Definitely get Freddy's shooter lane fix. I got it and have had nothing but smooth plunges since, and haven't changed anything else on my machine.

cool thanks!

#26411 3 months ago
Quoted from barndawg:

The Freddy’s shooter lane fix is great and recommended, but for me what really solved the problem (okay, in addition to the Freddy’s) was reinstalling my shooter. For whatever reason it just wasn’t properly lined up when I got my machine.

Thanks!!

#26412 3 months ago
Quoted from Green-Machine:

Have you used a shooter lane fix of some sort? PM sent

No no yet, got one coming from Candy something...

#26413 3 months ago

I remember reading somewhere that when your down to your last ball on one of the multi-balls, if you press the action button you get 1 more ball? Is this true? When and how is it done>

#26414 3 months ago
Quoted from Mully911:

I remember reading somewhere that when your down to your last ball on one of the multi-balls, if you press the action button you get 1 more ball? Is this true? When and how is it done>

if you have the Anguiris team up (add a ball) this would work by hitting the lockdown bar button. Does not have to be your last ball though.

#26415 3 months ago
Quoted from VinnyBlanc:

if you have the Anguiris team up (add a ball) this would work by hitting the lockdown bar button. Does not have to be your last ball though.
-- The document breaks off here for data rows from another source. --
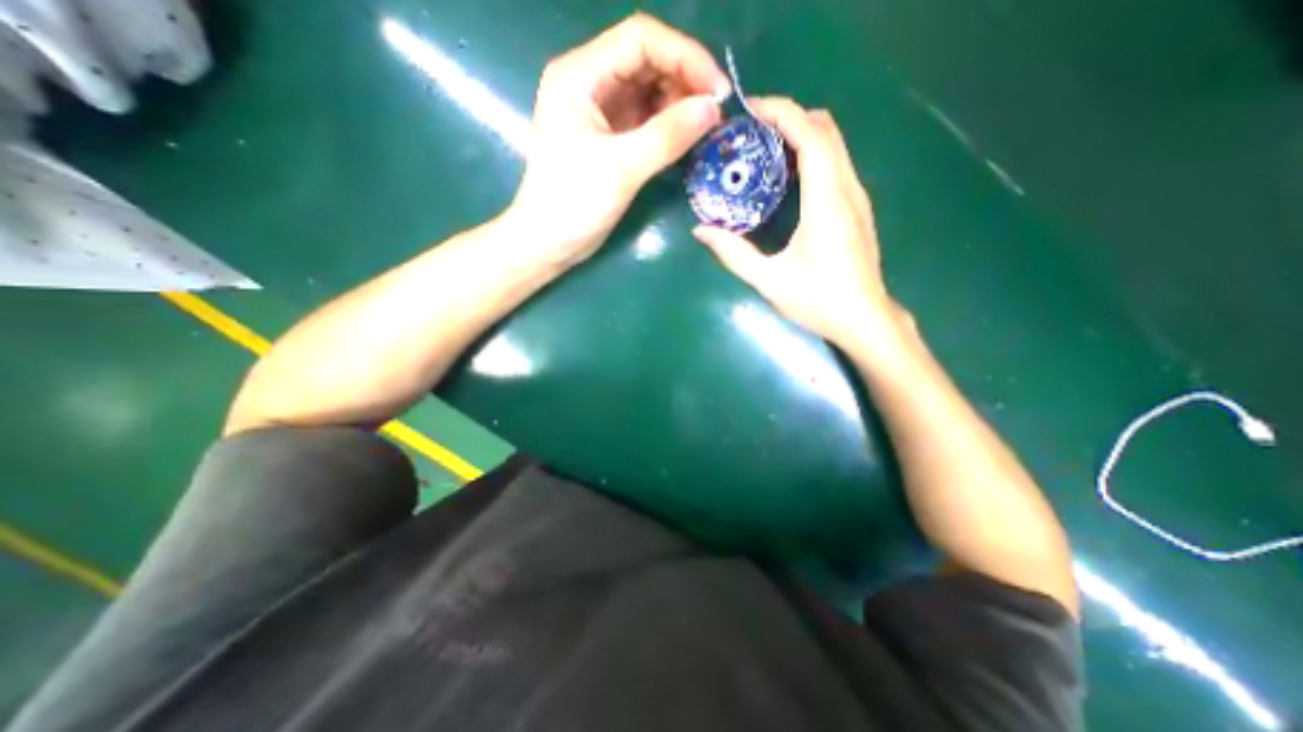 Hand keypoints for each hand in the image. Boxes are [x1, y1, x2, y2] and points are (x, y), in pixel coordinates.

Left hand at [508, 13, 730, 264]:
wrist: (549, 242)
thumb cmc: (573, 204)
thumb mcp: (621, 168)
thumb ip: (667, 136)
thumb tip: (713, 109)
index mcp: (581, 76)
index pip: (641, 40)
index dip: (686, 57)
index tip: (717, 92)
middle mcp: (590, 83)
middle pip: (647, 60)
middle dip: (685, 80)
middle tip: (714, 113)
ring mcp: (600, 111)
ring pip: (649, 89)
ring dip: (680, 103)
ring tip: (704, 128)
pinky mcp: (609, 137)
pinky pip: (646, 118)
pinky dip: (669, 124)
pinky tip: (686, 138)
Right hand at [696, 98, 908, 354]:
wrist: (864, 319)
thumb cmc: (818, 300)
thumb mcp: (769, 280)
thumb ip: (733, 253)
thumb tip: (701, 230)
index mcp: (827, 201)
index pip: (811, 135)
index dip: (782, 113)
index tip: (750, 109)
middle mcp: (847, 188)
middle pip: (825, 129)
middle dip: (789, 117)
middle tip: (750, 130)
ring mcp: (857, 196)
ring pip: (834, 144)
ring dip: (800, 134)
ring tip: (763, 147)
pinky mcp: (857, 207)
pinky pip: (836, 163)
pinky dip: (811, 153)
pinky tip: (786, 175)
if you wait till last ball though, you can restart the whole multiball not just add 1 ball... give it a try!

#26416 3 months ago
Quoted from Baggerman:

if you wait till last ball though, you can restart the whole multiball not just add 1 ball... give it a try!

That explains why my “add a ball” ends up being more than one in most cases. I tend to use Anguirus as a Hail Mary pass to save myself. I wonder if this is intended or a bug…

#26417 3 months ago

This was the post/diagram that helped me:
https://pinside.com/pinball/forum/topic/stern-godzilla-official-owners-club/page/269#post-7066823

There might be others up in the Key Posts at the top of this page.

#26418 3 months ago
Quoted from Bublehead:

Ok, just to be sure, there are two memory cards on the CPU, a microSD and a SD... not sure which of these two you are referencing, the SD looks to hold game code, by it's sticker, but not sure what is on the micro SD card.
Can someone explain the difference between these two, and has the micro SD ever failed and needed replaced? Where do you get that image? Is the symptom of crashing the SD card failing or micro SD card?
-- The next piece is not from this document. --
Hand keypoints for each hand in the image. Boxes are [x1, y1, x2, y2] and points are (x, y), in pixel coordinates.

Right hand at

Micro sd is for the insider connect I believe

#26419 3 months ago
Quoted from barndawg:

This was the post/diagram that helped me:
https://pinside.com/pinball/forum/topic/stern-godzilla-official-owners-club/page/269#post-7066823
There might be others up in the Key Posts at the top of this page.

Yes thanks I saw this and tried to align in the middle/center of the ball, but you cant really tell if it is in the center vertically and I made it worse...

#26420 3 months ago
Quoted from Baggerman:

if you wait till last ball though, you can restart the whole multiball not just add 1 ball... give it a try!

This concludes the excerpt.